When the cinema became a venue for the New Zealand International Film Festival (NZIFF) for the first time in 2017, Timpson said that he was "thrilled to introduce NZIFF to the Hollywood experience...[because he saw the Cinema]...as a haven for film and music lovers of Auckland, preserving the cinema-going experience and provide inspiration, education and a community-building space for locals". He also noted that the Hollywood had hosted some of NZ's finest musical talent including Tiny Ruins, Lawrence Arabia, Aldous Harding, Nadia Reid and Jean-Paul Sartre Experience.

The Hollywood developed a reputation as a music venue that maintained a cinematic atmosphere with the performances being enhanced by the effects of visuals from a 35mm movie projector. Billy Bragg played three nights there in 2018 with one reviewer commenting [it was] "rather appropriate that an artist like Billy Bragg is appearing at a venue steeped in history such as the Hollywood Theatre...[that]...has certainly seen her fair share of changes and it would seem that so has Bragg".

In 2019 the Hollywood had a special showing of the Rocky Horror Picture Show hosted by Richard O'Brien, the creator of the show, who also ran a Q&A session after the movie.

When the Hollywood hosted a screening of Cats with a Bring Your Own Edibles – food infused with marijuana theme', Ross Bell, executive director of the New Zealand Drug Foundation, said that while he got the humour, "the cinema was putting itself at legal risk...[because]...there is a section under the Misuse of Drugs Act that makes it an offence to knowingly allow your premises to be used for illegal drugs". Timpson responded that the night was meant to be a "safe place for people who were already going to see the film under the influence. It's become a cult thing to do so we thought we would make it a safe, communal experience with breaks and finding drivers for people afterwards", but he was not encouraging drug use and would change the wording of the promotion to make that clear.
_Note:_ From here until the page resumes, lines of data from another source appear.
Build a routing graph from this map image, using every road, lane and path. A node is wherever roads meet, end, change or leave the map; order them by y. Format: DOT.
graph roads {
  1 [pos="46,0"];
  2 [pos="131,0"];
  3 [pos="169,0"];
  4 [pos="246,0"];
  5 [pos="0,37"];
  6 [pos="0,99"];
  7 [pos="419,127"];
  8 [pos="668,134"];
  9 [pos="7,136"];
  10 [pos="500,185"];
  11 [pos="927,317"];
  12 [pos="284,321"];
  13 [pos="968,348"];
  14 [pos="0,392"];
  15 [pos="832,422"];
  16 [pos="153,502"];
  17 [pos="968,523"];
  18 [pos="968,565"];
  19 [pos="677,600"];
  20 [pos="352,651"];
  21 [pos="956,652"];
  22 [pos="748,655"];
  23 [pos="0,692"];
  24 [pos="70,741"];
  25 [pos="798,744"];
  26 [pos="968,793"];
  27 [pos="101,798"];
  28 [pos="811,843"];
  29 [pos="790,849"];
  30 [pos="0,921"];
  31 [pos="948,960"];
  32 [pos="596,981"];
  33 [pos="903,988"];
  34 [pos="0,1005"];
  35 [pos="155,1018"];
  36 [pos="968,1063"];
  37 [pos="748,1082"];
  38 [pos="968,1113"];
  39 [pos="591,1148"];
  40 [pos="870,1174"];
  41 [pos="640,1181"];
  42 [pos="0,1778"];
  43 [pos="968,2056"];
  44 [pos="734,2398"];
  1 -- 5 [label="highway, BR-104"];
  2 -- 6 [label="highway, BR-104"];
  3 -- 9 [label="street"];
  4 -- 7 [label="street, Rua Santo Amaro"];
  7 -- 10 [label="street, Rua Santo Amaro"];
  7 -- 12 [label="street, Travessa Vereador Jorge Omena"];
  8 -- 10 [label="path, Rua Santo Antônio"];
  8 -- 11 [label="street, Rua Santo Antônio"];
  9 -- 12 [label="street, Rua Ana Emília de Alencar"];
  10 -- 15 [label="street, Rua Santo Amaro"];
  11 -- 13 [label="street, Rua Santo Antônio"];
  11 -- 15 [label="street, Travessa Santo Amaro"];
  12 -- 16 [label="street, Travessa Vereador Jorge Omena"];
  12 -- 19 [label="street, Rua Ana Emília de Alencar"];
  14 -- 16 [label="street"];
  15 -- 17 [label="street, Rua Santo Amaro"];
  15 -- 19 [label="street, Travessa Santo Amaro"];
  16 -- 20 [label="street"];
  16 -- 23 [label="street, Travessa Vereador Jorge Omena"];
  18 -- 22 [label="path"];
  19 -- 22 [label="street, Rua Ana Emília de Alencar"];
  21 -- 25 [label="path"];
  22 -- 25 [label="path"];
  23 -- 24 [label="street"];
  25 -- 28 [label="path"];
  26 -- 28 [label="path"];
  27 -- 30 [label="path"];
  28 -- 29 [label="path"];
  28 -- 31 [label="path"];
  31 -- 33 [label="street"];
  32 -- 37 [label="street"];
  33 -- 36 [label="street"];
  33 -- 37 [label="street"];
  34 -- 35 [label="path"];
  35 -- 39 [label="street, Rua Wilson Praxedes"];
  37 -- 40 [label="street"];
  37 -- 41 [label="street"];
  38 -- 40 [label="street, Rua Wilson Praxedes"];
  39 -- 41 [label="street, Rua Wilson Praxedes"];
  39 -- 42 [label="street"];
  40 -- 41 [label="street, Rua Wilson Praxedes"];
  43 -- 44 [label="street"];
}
Throughout October 2020, the Hollywood transformed into "Horrorwood" with a month-long programme of over 30 features including "exciting new films, like A24's religious horror Saint Maud, as well as cult classics, such as the original The Texas Chainsaw Massacre, and some truly bizarre oddities, à la Blood Freak".

In a Metro article in 2021 exploring the future of independent Auckland cinemas post COVID-19, Timpson did express a bleak outlook for them but concluded: "Cinema has always saved us from our troubles. It's why Hollywood still exists — the idea of Hollywood, the idea of a collective dream. It's all up there — projected for us all to connect to."

At a cost of $200,000, restorations, including re-roofing both buildings, fixing the internal gutters and a painting of the exterior, began in 2021. A local newsletter commented that it was "amazing how Matthew and the team have brought this venue back to life as a vibrant location for live events and film showings".

Timpson has stated that the Hollywood Cinema has only managed to stay open by allowing musical acts to perform there.